Sessions' June memo overruled a 2014 decision by the Board of Immigration Appeals in favor of a Guatemalan woman who fled her husband after what the board called "repugnant abuse." The board found that the woman was a member of a particular social group eligible for asylum — in this case, married women in Guatemala who could not leave their relationship.
Immigration courts and judges operate under the Justice Department, and Sessions can overrule the board. In this case, he said the board had erred.
Many asylum seekers "are leaving difficult and dangerous situations," Sessions said in a June speech. "But we cannot abandon legal discipline and sound legal concepts."
The decision had immediate impact.
Immigration lawyers say people who they expected would pass credible fear screenings began to fail them, and lawyers say immigration judges are signing off on more denials during appeals, effectively ending what could have been a years-long asylum process before it began.
The number of immigrants who didn't pass credible fear screenings rose in June, according to new statistics the government released Tuesday. Asylum officers denied about 13 percent of cases in June compared with 8 percent in May and an average of 10 percent during the previous fiscal year, according to data from U.S. Citizenship and Immigration Services.
Among the people suing in the ACLU's lawsuit is a woman identified only by a pseudonym, Grace. The ACLU says Grace's partner beat her and her children, and sexually assaulted her and her daughter. Once, the ACLU says, her daughter suffered a miscarriage after he attacked her. The lawsuit says the police did not act when she contacted them.

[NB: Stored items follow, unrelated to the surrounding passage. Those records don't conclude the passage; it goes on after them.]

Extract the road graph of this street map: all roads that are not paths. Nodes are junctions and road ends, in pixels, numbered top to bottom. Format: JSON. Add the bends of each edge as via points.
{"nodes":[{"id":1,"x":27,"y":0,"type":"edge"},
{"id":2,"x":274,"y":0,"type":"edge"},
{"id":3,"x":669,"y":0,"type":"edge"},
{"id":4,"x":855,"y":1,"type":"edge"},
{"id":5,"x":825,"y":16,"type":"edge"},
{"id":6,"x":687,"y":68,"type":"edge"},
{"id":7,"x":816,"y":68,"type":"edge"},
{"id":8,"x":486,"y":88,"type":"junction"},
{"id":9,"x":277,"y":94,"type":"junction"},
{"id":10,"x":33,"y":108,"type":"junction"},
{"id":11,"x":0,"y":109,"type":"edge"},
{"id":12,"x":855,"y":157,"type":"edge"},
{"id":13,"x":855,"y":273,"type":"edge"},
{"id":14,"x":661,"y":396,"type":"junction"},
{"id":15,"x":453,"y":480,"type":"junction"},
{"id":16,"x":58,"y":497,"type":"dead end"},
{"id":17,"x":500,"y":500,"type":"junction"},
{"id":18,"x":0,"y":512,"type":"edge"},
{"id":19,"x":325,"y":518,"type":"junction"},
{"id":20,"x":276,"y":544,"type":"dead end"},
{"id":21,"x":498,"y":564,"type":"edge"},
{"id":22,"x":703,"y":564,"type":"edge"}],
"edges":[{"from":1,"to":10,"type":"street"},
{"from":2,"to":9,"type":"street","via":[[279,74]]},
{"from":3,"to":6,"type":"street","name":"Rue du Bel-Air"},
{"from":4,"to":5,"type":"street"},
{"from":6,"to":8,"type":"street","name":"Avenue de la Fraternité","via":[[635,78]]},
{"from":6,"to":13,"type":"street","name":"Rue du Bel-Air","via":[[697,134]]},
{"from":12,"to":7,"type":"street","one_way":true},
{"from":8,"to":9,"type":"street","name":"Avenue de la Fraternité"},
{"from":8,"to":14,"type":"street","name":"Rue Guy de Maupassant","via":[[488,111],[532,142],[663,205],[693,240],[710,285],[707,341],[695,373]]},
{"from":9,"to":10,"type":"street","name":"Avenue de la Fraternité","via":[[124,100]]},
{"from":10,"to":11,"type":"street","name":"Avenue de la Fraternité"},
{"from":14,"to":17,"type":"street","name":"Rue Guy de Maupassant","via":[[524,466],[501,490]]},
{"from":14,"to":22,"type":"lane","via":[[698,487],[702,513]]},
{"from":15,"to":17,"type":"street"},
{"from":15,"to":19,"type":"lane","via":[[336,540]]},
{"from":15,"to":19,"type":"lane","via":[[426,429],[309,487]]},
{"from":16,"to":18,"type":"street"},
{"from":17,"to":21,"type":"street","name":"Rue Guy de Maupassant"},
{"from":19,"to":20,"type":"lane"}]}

The lawsuit says Grace was found not to have a credible fear of persecution. She remains in detention in Texas.
In a statement issued Tuesday night, a Justice Department spokesman said the department "remains committed to reducing violence against women and enforcing laws against domestic violence, both in the United States and around the world."
"Our nation's immigration laws provide for asylum to be granted to individuals who have been persecuted, or who have a well-founded fear of persecution, on account of their membership in a 'particular social group,'" the statement said. "But most victims of personal crimes do not fit this definition — no matter how vile and reprehensible the crime perpetrated against them."